Isolate every line in the records below with "Methodist" in it.
EXERCISE MATERIALS START
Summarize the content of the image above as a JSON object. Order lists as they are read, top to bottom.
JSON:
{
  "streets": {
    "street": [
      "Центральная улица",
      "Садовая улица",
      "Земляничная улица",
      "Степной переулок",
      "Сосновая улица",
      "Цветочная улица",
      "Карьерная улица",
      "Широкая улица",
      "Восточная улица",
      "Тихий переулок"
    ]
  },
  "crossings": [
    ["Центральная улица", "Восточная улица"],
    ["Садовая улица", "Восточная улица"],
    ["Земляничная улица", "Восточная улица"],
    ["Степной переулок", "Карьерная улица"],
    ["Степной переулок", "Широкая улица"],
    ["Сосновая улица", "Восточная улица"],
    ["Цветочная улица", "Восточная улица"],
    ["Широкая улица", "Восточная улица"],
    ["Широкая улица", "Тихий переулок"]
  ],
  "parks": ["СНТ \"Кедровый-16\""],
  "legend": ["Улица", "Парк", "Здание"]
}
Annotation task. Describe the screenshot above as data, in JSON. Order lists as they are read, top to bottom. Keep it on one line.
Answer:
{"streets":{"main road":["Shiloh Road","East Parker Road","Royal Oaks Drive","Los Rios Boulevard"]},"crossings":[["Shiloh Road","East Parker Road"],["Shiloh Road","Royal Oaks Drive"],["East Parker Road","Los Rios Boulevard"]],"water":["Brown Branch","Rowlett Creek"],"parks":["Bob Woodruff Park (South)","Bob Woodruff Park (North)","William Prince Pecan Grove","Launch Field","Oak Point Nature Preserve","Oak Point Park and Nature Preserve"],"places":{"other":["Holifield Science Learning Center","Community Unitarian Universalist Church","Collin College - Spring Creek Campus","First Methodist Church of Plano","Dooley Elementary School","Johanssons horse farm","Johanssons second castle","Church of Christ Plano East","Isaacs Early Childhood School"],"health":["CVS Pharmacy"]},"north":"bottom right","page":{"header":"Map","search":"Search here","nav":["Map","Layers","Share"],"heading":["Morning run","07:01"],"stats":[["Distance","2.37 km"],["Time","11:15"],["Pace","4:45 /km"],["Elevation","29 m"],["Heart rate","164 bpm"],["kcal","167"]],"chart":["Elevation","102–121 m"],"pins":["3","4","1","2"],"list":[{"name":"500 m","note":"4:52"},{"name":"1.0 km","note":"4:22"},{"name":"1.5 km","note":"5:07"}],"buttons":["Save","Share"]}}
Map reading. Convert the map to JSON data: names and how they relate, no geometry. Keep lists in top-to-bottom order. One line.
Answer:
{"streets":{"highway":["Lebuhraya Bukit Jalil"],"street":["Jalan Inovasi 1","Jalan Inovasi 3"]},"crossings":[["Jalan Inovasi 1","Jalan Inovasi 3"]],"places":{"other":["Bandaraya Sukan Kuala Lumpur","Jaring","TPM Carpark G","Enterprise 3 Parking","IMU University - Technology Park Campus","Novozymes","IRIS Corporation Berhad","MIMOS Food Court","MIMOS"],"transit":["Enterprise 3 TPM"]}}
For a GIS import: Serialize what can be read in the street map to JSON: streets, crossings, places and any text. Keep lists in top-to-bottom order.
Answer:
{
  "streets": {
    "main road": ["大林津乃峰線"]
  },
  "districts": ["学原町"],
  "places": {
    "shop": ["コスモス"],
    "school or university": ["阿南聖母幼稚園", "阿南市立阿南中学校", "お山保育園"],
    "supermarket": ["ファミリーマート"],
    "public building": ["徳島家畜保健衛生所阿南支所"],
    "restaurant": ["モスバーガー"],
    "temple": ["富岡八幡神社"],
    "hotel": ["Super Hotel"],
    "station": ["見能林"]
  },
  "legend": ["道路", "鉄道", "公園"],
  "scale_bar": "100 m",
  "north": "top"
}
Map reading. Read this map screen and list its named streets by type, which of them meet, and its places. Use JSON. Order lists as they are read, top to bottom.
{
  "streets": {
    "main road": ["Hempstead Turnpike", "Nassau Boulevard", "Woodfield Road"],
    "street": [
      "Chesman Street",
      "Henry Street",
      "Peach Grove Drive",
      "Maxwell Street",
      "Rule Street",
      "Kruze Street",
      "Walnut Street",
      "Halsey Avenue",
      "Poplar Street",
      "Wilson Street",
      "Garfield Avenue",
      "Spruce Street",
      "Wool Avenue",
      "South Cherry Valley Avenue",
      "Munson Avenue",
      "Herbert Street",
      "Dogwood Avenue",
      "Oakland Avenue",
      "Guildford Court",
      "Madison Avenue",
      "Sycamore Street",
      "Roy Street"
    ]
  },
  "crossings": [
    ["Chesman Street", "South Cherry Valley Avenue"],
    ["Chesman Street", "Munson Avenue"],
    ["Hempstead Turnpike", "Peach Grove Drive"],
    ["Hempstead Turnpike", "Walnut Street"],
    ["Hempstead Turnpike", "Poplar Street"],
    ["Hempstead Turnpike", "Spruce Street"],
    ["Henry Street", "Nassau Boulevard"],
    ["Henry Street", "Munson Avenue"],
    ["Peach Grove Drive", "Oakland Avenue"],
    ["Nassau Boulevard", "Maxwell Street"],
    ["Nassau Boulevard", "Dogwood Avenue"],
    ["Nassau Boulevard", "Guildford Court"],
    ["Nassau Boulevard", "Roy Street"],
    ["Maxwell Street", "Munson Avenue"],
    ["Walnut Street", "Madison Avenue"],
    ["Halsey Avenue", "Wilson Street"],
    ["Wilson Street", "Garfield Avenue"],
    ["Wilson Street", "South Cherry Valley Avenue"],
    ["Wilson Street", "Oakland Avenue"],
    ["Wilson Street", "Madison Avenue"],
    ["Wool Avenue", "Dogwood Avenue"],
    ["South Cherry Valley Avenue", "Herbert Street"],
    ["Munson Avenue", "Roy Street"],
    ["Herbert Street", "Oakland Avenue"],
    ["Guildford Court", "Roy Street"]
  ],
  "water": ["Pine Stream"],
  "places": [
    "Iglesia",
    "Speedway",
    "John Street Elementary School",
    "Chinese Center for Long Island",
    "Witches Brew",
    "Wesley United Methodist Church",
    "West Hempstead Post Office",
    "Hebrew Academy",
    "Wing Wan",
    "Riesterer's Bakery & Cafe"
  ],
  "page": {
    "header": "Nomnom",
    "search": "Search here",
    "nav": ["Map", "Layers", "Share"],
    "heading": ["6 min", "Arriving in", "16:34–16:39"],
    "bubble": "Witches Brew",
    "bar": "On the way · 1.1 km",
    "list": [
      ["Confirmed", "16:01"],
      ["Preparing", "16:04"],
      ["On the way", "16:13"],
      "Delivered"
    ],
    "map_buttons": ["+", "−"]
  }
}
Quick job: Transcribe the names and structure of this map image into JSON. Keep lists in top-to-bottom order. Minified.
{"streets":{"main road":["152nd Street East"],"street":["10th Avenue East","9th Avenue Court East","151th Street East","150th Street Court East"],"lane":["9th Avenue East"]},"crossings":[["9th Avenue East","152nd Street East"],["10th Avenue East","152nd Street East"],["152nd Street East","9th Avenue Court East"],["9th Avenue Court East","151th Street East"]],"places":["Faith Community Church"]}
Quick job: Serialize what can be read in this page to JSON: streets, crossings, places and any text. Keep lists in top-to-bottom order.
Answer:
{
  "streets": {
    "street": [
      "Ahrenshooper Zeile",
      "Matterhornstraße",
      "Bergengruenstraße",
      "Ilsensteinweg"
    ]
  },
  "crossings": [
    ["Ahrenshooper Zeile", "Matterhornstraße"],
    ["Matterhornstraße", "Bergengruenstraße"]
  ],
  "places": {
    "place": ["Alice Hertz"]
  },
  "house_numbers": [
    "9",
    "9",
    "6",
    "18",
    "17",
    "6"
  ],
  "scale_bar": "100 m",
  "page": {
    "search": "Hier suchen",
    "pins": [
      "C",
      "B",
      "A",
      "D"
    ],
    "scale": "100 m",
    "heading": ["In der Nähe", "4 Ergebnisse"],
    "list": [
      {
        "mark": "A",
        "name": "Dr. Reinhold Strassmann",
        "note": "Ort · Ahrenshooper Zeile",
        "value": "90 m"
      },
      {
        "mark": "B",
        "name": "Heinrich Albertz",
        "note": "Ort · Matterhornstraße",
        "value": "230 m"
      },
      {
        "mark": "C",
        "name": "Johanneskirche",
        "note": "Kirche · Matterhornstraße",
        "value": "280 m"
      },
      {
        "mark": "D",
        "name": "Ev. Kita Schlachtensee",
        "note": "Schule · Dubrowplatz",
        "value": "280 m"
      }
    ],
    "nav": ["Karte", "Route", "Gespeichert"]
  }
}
EXERCISE MATERIALS END
## EXERCISE SOLUTION
{"streets":{"main road":["Shiloh Road","East Parker Road","Royal Oaks Drive","Los Rios Boulevard"]},"crossings":[["Shiloh Road","East Parker Road"],["Shiloh Road","Royal Oaks Drive"],["East Parker Road","Los Rios Boulevard"]],"water":["Brown Branch","Rowlett Creek"],"parks":["Bob Woodruff Park (South)","Bob Woodruff Park (North)","William Prince Pecan Grove","Launch Field","Oak Point Nature Preserve","Oak Point Park and Nature Preserve"],"places":{"other":["Holifield Science Learning Center","Community Unitarian Universalist Church","Collin College - Spring Creek Campus","First Methodist Church of Plano","Dooley Elementary School","Johanssons horse farm","Johanssons second castle","Church of Christ Plano East","Isaacs Early Childhood School"],"health":["CVS Pharmacy"]},"north":"bottom right","page":{"header":"Map","search":"Search here","nav":["Map","Layers","Share"],"heading":["Morning run","07:01"],"stats":[["Distance","2.37 km"],["Time","11:15"],["Pace","4:45 /km"],["Elevation","29 m"],["Heart rate","164 bpm"],["kcal","167"]],"chart":["Elevation","102–121 m"],"pins":["3","4","1","2"],"list":[{"name":"500 m","note":"4:52"},{"name":"1.0 km","note":"4:22"},{"name":"1.5 km","note":"5:07"}],"buttons":["Save","Share"]}}
    "Wesley United Methodist Church",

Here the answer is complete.